What is a service object in Rails?

If you ask yourself… “but, what is that service object thing?, I cannot find that in Rails anywhere!” Keep calm. You will not find any service objects in Rails’ default project structure, but that does not mean you cannot use them, in fact, lots of companies do… until the point service objects are even mentioned in Rails’ Autoloading guides!

Services objects, a.k.a. action objects or workflow objects, are objects whose purpose is to model your application’s business logic that typically would be spread between your models and controllers, within their methods and callbacks. Instead, you have it centralized in a single place, neat and pretty.

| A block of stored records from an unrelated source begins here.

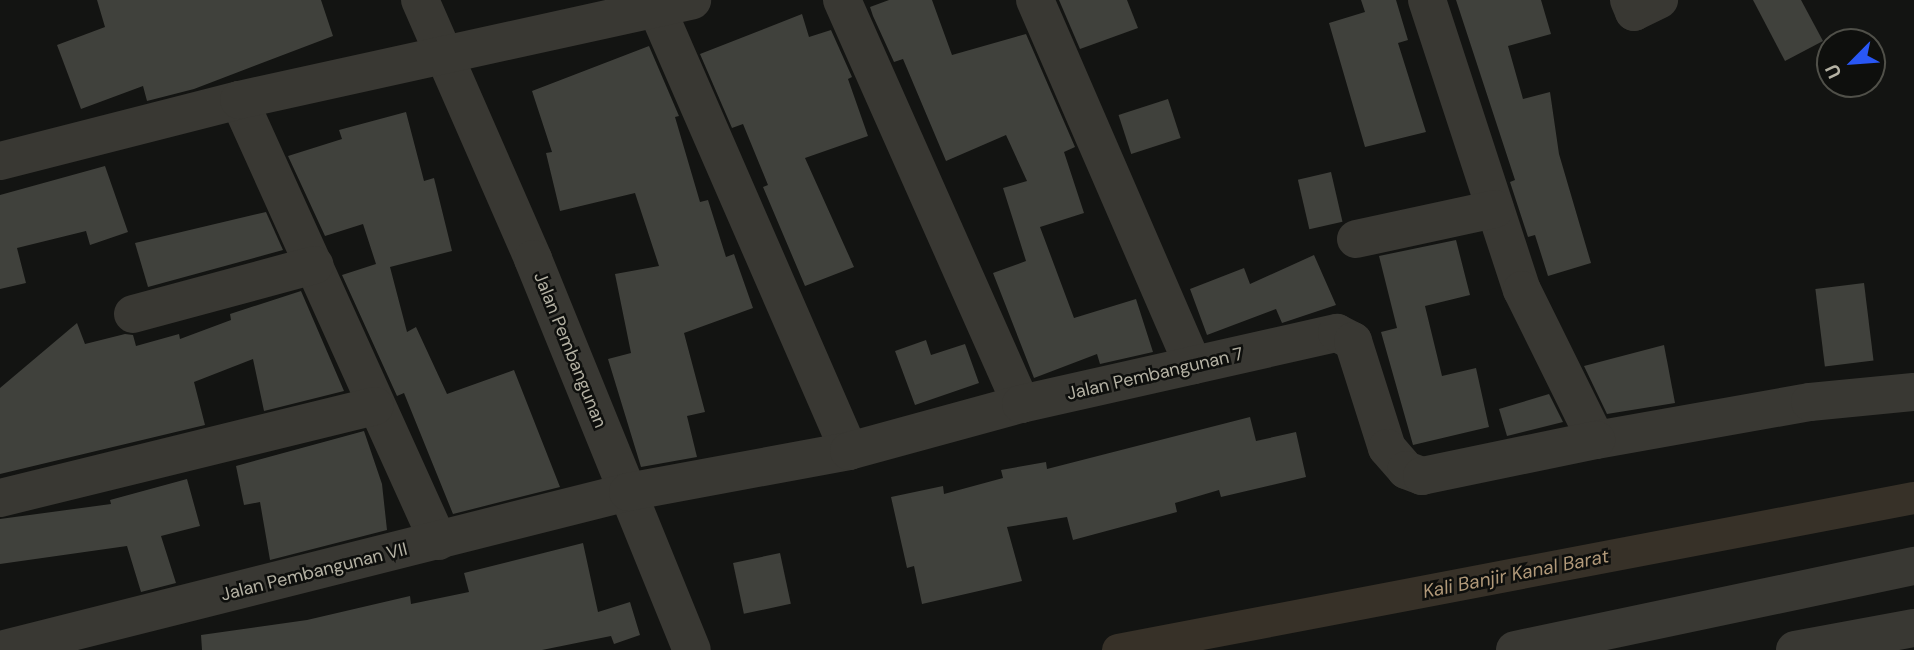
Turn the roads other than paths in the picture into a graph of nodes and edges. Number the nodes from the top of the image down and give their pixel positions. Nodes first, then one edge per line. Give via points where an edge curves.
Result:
1 (420, 0) edge
2 (842, 0) edge
3 (1035, 0) edge
4 (1427, 0) edge
5 (1629, 0) edge
6 (1660, 0) edge
7 (674, 3) edge
8 (443, 53) junction
9 (239, 100) junction
10 (0, 161) edge
11 (1495, 209) junction
12 (1356, 239) dead end
13 (314, 265) junction
14 (134, 314) dead end
15 (1192, 365) junction
16 (1914, 392) edge
17 (1021, 404) junction
18 (375, 406) junction
19 (1595, 440) junction
20 (849, 451) junction
21 (628, 492) junction
22 (0, 498) edge
23 (438, 541) junction
24 (1914, 566) edge
25 (1914, 628) edge
26 (0, 650) edge
27 (692, 650) edge
28 (1515, 650) edge
29 (1795, 650) edge

1 - 8 street, Jalan Pembangunan
2 - 17 street
3 - 15 street
4 - 11 street
5 - 6 street via 1633,12
7 - 8 street
7 - 20 street
8 - 9 street
8 - 21 street, Jalan Pembangunan
9 - 10 street
9 - 13 street
11 - 12 street
11 - 19 street via 1521,290
13 - 14 street
13 - 18 street
15 - 17 street, Jalan Pembangunan 7
15 - 19 street, Jalan Pembangunan 7 via 1338,333 1353,341 1394,462 1422,476
16 - 19 street, Jalan Pembangunan 7 via 1810,402
17 - 20 street, Jalan Pembangunan 7
18 - 22 street
18 - 23 street
20 - 21 street, Jalan Pembangunan 7
21 - 23 street, Jalan Pembangunan VII
21 - 27 street, Jalan Pembangunan
23 - 26 street, Jalan Pembangunan VII
24 - 28 street
25 - 29 street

When to use service objects?

The answer to this question, as in many things in the software development industry, is that it depends on your taste. I have been in teams that used them always, to the extreme, that is, the controller action was a single line which instantiated the service object and sent it a message, while on the other hand, I have also been in teams that said no way to service objects, here we only use models, controllers and callbacks because that is how it works in Basecamp. I personally like to use them when there is complex business logic that I feel it does not belong to a model, when having it in callbacks could complicate other code flows, or simply when extracting it to a dedicated object would improve code legibility or reusability.


Service naming

Regarding class naming, which name shall we use? Personally I like to use names derived from a verb, like for example Orders::Builder to build an order in a store in which the process is complex.

Method naming

About this topic I like to use method names that reveal the intention of what is going to happen there. In the previous example, the most trivial thing would be to use build, but if we have different flavors or alternatives as fetch_or_build_by we will be able to express it with this convention. Many people, and maybe you are one of them, adopt the convention of naming this method call. The idea of using always this name no matter what does not seduce me. To be honest, I do not like it because, not only it somehow limits you to only have a single method per service, but you also loose expressivity and the ability to help people reading your code to understand what that method is supposed to be doing. Moreover, call is already used in Ruby for procs and lambdas, and the simple fact of using call as method name feels misleading to me as I always end thinking of procs or lambdas.

Where to put service objects in a Rails project?

In this case I follow the most accepted convention, which I have seen everywhere I have worked, with no exceptions here, which is, under app/services, which, as we saw before, it is even mentioned in Rails’ Autoloading guide.

Other alternatives to service objects

As also mentioned before, the classical alternative is to have this logic distributed in methods or callbacks inside your models and controllers, but there is also one more alternative that comes to my mind right now, process objects. We will talk about them in a future post.